Problem details: Please repeat the records word for word and skip the pictures.

(Stored data)
□ □ □
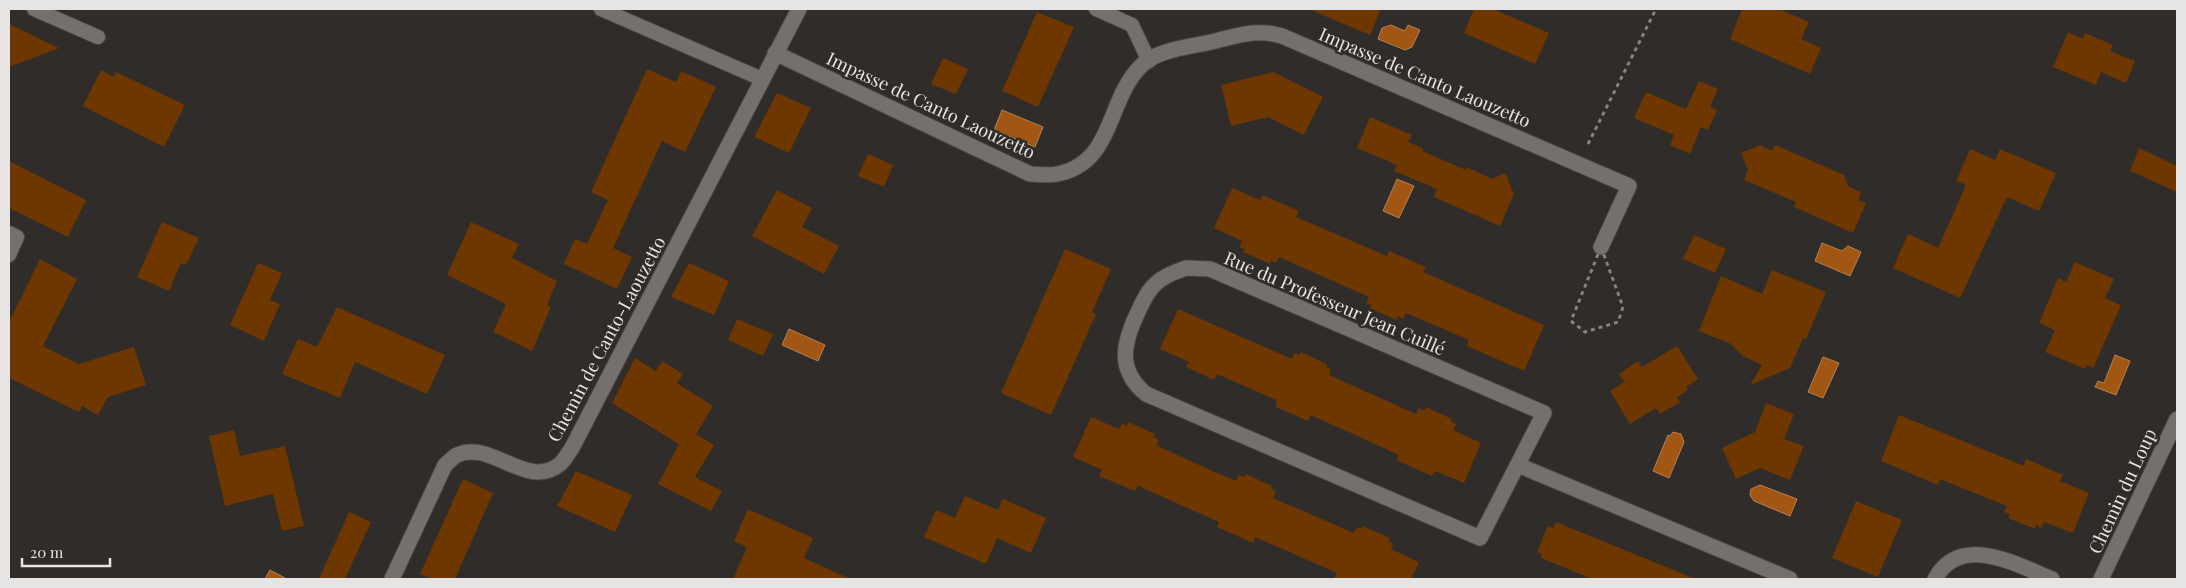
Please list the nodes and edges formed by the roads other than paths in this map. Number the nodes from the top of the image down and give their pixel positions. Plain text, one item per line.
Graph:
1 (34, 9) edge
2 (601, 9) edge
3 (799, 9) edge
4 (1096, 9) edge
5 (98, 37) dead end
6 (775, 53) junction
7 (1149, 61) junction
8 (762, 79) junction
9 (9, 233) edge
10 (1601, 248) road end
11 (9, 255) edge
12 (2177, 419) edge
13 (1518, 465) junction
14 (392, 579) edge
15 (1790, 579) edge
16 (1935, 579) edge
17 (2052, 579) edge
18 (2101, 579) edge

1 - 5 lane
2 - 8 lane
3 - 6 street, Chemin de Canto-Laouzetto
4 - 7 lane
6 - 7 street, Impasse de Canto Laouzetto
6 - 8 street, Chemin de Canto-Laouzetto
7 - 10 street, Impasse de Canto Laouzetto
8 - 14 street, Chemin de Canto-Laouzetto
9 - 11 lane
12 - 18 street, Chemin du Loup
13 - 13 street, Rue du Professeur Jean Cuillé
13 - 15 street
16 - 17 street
□ □ □
Output of the task:
Please list the nodes and edges formed by the roads other than paths in this map. Number the nodes from the top of the image down and give their pixel positions. Plain text, one item per line.
Graph:
1 (34, 9) edge
2 (601, 9) edge
3 (799, 9) edge
4 (1096, 9) edge
5 (98, 37) dead end
6 (775, 53) junction
7 (1149, 61) junction
8 (762, 79) junction
9 (9, 233) edge
10 (1601, 248) road end
11 (9, 255) edge
12 (2177, 419) edge
13 (1518, 465) junction
14 (392, 579) edge
15 (1790, 579) edge
16 (1935, 579) edge
17 (2052, 579) edge
18 (2101, 579) edge

1 - 5 lane
2 - 8 lane
3 - 6 street, Chemin de Canto-Laouzetto
4 - 7 lane
6 - 7 street, Impasse de Canto Laouzetto
6 - 8 street, Chemin de Canto-Laouzetto
7 - 10 street, Impasse de Canto Laouzetto
8 - 14 street, Chemin de Canto-Laouzetto
9 - 11 lane
12 - 18 street, Chemin du Loup
13 - 13 street, Rue du Professeur Jean Cuillé
13 - 15 street
16 - 17 street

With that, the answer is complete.